----- Excerpted data -----

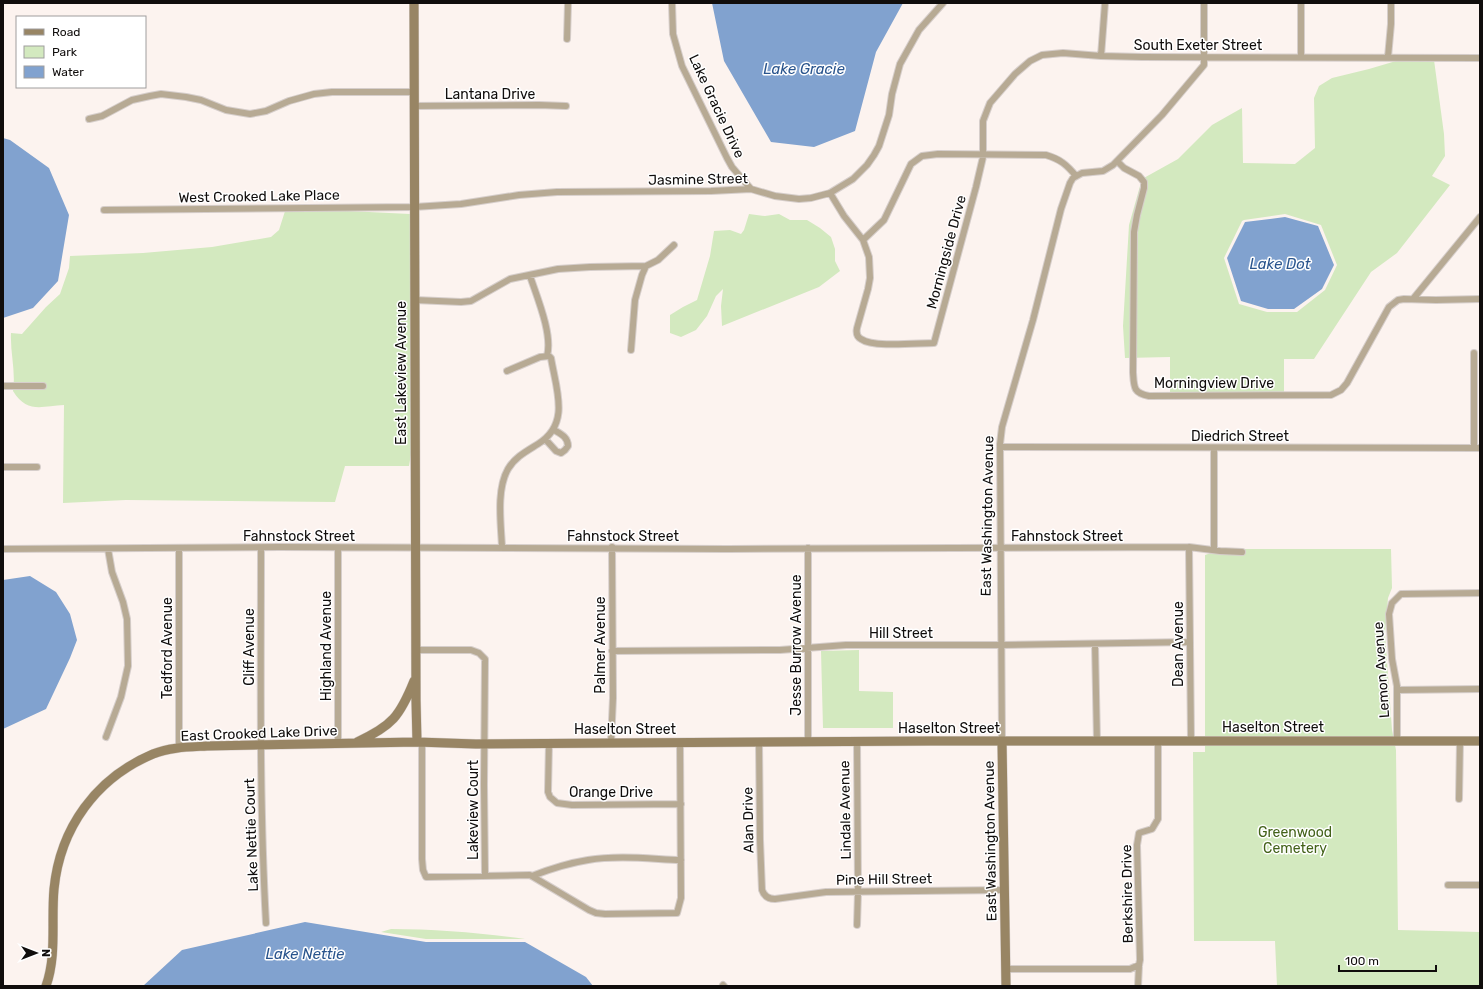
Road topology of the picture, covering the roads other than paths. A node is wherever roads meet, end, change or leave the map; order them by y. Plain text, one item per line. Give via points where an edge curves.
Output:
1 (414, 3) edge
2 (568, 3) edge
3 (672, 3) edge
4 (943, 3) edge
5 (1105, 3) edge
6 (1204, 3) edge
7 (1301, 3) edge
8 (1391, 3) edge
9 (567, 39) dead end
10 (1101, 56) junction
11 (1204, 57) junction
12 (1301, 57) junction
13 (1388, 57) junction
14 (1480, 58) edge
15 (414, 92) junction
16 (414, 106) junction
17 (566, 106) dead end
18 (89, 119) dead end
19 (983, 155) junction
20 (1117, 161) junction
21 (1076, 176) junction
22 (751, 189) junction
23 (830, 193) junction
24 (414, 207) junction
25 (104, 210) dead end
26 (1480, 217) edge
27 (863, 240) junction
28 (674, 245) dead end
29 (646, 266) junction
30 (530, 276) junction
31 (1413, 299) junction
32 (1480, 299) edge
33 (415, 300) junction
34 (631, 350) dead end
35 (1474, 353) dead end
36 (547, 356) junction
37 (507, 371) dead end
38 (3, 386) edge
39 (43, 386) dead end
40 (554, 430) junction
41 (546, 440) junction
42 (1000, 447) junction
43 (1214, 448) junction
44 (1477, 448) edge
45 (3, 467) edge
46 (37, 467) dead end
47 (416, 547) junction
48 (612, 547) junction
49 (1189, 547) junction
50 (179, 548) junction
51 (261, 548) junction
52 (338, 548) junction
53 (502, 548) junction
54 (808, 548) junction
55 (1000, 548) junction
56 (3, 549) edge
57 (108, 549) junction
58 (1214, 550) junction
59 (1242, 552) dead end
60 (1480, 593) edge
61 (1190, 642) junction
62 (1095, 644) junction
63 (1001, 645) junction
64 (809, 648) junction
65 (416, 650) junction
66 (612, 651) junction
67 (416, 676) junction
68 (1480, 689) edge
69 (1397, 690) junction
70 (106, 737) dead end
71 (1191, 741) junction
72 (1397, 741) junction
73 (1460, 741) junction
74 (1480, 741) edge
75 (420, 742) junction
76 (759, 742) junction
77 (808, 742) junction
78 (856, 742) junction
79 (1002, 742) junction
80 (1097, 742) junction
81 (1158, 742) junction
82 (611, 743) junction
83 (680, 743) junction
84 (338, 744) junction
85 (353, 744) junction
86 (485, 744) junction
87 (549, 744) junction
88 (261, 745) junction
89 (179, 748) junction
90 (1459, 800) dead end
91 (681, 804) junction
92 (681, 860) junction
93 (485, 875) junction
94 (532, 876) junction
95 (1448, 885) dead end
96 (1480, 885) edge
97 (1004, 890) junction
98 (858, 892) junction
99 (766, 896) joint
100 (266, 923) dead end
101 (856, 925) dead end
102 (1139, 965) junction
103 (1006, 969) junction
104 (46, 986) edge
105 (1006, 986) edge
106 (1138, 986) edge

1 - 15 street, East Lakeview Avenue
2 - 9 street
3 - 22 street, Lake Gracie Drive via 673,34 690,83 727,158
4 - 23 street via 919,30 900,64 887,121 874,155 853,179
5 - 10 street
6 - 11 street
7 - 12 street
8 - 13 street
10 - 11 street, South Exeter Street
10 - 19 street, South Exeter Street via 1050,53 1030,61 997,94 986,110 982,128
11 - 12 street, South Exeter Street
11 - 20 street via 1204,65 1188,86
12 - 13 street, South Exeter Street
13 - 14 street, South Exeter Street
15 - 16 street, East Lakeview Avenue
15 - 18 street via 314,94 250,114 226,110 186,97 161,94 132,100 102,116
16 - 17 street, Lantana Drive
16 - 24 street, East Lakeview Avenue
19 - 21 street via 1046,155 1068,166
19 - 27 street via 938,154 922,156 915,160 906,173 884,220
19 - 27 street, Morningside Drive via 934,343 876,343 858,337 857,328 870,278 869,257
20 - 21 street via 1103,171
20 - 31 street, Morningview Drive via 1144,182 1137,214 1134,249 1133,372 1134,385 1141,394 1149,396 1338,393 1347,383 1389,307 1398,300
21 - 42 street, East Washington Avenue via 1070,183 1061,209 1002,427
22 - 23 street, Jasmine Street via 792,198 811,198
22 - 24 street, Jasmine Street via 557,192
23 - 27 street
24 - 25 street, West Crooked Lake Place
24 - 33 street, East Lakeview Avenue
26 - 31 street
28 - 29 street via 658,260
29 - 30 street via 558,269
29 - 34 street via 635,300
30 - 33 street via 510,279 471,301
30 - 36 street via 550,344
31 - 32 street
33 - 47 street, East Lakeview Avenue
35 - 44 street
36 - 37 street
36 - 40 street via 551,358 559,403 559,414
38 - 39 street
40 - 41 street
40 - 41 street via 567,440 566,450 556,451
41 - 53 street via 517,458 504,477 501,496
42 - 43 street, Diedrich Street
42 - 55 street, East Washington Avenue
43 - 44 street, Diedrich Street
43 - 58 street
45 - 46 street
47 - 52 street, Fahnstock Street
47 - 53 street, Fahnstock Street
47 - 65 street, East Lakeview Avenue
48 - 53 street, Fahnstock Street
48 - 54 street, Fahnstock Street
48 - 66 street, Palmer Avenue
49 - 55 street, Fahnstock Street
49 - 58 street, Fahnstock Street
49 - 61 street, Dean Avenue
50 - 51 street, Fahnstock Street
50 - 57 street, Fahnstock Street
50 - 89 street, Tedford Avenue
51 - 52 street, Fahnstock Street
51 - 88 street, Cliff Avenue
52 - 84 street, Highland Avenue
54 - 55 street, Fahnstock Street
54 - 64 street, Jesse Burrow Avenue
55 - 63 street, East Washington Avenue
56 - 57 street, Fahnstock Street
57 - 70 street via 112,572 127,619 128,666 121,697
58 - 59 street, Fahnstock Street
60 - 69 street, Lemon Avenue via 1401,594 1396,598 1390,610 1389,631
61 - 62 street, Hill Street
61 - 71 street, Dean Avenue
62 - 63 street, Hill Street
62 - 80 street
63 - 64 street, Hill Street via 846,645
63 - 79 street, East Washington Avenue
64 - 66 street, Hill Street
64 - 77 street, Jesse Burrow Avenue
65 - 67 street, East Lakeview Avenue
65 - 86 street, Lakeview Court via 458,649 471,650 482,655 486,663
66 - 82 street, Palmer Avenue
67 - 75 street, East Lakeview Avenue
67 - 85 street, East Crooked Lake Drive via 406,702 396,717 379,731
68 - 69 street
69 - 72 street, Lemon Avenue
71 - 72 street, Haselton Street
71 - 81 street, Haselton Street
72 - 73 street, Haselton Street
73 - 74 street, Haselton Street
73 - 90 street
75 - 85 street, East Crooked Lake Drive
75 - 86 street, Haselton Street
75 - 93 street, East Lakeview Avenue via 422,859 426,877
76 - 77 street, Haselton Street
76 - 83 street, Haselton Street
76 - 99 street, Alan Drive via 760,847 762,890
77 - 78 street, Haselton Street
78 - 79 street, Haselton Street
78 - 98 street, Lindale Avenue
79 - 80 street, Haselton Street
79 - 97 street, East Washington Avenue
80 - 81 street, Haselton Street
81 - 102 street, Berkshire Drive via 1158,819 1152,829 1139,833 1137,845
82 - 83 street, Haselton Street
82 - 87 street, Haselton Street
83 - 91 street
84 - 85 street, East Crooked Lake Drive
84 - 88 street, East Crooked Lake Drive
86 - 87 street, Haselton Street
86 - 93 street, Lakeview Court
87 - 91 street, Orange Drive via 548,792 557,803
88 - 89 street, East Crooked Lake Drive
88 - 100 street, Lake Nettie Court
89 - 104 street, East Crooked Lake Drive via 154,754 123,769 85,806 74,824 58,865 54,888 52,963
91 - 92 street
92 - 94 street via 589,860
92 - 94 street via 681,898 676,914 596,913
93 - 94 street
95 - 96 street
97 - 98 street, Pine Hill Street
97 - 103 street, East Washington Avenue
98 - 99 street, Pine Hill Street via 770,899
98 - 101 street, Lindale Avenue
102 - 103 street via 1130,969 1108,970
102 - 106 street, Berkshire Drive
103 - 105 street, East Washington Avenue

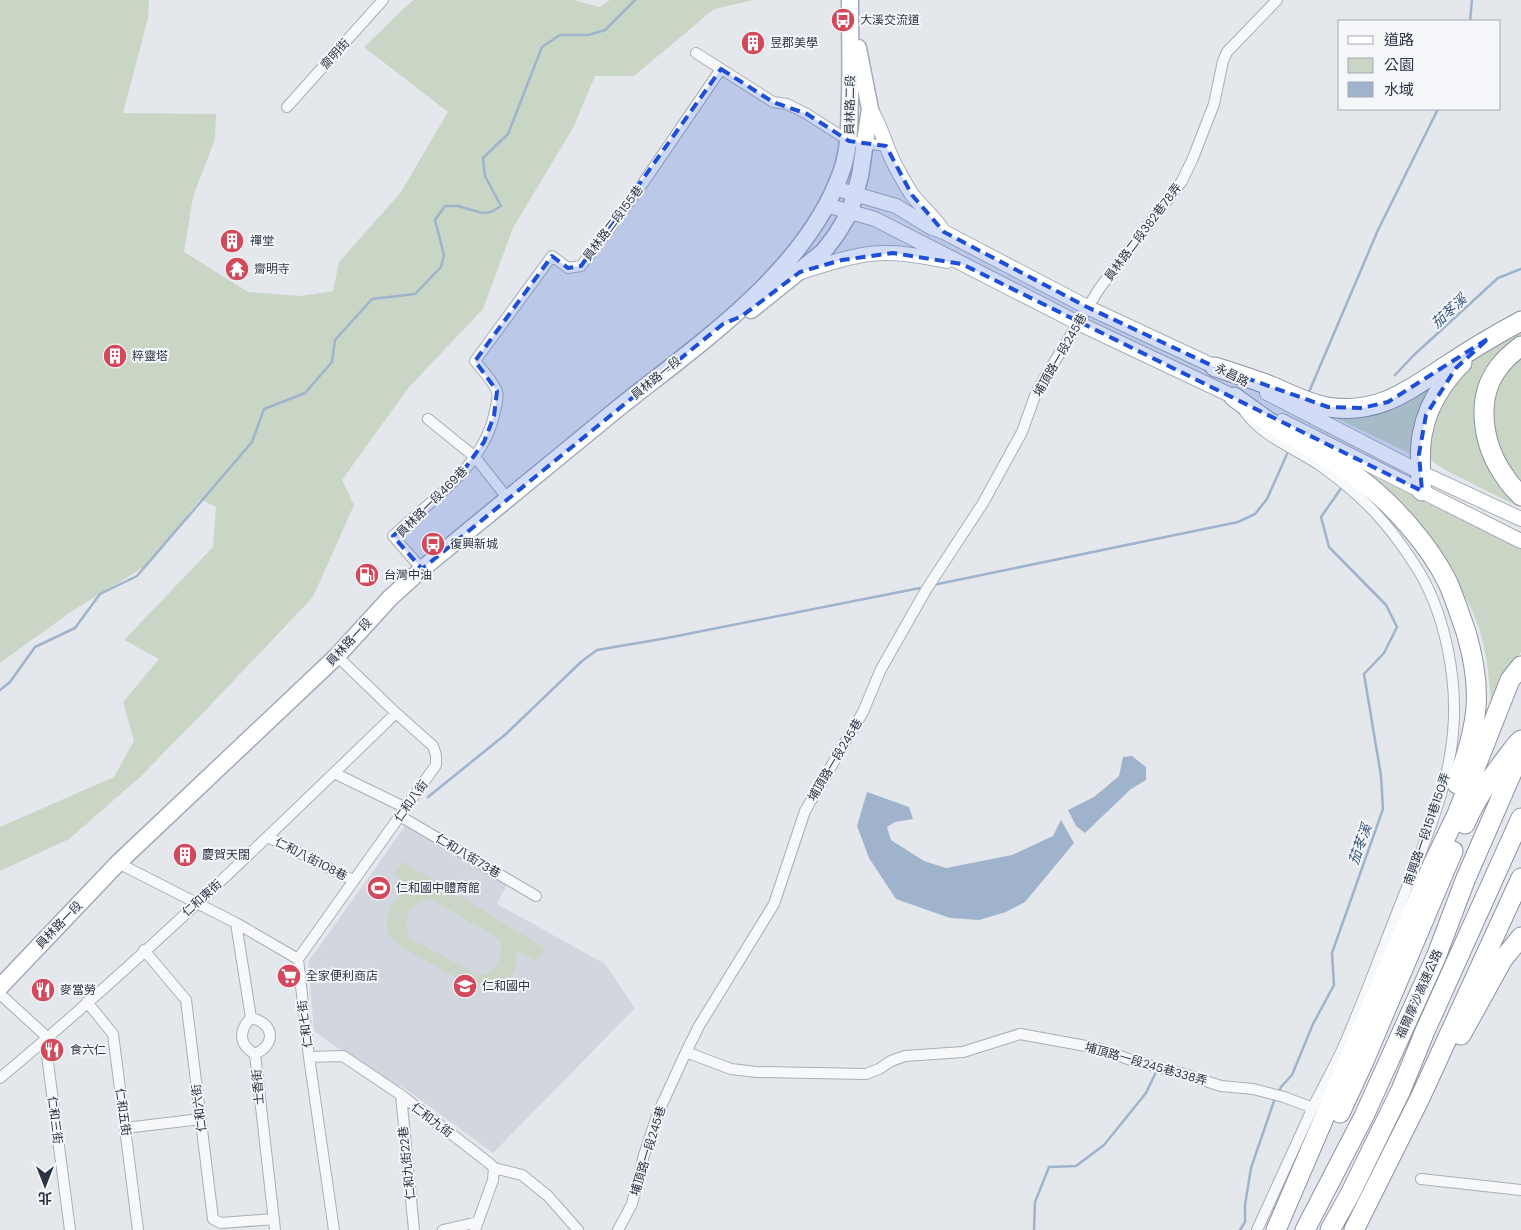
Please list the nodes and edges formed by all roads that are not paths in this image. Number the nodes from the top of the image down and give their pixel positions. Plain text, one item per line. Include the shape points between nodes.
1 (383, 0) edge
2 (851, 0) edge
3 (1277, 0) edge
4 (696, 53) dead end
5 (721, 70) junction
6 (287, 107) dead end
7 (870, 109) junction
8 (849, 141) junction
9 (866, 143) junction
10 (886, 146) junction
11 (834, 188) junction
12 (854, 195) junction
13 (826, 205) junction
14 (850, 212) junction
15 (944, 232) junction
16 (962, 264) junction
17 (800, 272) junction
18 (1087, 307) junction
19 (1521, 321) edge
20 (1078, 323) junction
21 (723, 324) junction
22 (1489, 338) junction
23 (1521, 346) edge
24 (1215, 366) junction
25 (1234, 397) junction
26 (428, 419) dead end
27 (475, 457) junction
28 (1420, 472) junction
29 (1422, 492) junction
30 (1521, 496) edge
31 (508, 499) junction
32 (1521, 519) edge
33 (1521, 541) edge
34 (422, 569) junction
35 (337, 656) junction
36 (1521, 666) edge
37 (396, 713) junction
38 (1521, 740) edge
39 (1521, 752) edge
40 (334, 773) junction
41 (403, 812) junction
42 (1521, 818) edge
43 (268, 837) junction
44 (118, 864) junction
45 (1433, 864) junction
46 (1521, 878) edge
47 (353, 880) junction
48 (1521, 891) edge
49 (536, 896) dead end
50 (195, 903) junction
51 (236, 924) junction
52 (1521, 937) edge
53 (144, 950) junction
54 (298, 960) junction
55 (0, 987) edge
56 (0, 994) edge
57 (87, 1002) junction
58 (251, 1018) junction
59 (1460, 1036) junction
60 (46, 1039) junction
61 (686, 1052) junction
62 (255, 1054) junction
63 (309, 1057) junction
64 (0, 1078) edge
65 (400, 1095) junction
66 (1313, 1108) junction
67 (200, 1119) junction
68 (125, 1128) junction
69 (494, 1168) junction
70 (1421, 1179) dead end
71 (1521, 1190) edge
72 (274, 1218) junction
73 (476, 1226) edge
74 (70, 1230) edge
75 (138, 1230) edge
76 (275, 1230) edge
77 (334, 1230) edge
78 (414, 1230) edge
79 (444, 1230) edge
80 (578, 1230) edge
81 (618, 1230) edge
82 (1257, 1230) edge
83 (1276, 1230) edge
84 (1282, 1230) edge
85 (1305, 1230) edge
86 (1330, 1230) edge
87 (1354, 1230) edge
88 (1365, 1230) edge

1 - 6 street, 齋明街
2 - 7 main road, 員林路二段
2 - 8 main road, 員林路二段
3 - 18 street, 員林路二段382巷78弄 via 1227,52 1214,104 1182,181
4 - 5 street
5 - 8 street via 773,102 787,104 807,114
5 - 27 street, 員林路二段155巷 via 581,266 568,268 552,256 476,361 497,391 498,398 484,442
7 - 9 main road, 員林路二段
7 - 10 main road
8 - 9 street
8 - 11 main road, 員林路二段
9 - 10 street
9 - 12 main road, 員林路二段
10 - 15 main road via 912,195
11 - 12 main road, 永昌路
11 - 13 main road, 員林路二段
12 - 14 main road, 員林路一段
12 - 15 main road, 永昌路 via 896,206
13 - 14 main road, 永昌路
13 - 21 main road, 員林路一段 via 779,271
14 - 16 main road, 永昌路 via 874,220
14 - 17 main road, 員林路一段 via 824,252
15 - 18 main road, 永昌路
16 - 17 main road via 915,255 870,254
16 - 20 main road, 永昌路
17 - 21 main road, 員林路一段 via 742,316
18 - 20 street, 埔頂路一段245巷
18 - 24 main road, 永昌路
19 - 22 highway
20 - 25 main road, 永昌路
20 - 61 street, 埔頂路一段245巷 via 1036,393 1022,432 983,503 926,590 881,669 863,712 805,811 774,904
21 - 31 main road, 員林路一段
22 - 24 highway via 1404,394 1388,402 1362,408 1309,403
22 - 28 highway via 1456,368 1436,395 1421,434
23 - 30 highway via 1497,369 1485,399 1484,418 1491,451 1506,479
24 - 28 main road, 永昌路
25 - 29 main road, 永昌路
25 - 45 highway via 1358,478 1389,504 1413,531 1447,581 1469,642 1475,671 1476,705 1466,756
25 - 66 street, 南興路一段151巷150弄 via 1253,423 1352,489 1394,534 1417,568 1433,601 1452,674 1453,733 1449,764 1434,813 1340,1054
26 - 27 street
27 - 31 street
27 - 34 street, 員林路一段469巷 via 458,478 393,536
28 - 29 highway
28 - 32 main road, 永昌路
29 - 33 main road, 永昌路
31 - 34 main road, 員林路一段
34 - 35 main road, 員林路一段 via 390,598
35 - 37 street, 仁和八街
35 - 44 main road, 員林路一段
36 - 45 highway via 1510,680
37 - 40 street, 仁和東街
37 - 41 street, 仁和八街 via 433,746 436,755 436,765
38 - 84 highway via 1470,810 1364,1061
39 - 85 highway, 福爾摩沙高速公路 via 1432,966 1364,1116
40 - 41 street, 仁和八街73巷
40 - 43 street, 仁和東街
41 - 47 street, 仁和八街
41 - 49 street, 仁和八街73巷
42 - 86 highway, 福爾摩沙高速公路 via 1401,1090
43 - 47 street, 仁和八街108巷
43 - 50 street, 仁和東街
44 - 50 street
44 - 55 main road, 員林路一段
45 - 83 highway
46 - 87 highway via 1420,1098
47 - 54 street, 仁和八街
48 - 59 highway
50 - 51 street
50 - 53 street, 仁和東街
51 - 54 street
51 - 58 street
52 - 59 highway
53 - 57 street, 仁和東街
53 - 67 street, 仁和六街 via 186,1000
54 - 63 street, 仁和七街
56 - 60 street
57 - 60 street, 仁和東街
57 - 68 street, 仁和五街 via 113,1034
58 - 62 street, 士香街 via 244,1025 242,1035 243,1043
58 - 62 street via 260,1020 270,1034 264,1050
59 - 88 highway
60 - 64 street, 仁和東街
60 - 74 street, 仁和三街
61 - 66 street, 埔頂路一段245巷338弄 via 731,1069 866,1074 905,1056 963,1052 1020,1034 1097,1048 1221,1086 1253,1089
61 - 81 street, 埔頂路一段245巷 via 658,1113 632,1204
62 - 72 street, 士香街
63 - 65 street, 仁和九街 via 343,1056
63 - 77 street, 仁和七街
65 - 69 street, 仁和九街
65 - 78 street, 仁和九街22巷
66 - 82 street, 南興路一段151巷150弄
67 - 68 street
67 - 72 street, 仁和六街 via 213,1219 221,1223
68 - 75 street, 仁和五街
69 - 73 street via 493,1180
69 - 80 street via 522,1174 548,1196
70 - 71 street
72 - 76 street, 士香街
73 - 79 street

-----

What you should do
All lines of the entries containing the string "Crooked" must be shown in full.

Result for this task
24 - 25 street, West Crooked Lake Place
67 - 85 street, East Crooked Lake Drive via 406,702 396,717 379,731
75 - 85 street, East Crooked Lake Drive
84 - 85 street, East Crooked Lake Drive
84 - 88 street, East Crooked Lake Drive
88 - 89 street, East Crooked Lake Drive
89 - 104 street, East Crooked Lake Drive via 154,754 123,769 85,806 74,824 58,865 54,888 52,963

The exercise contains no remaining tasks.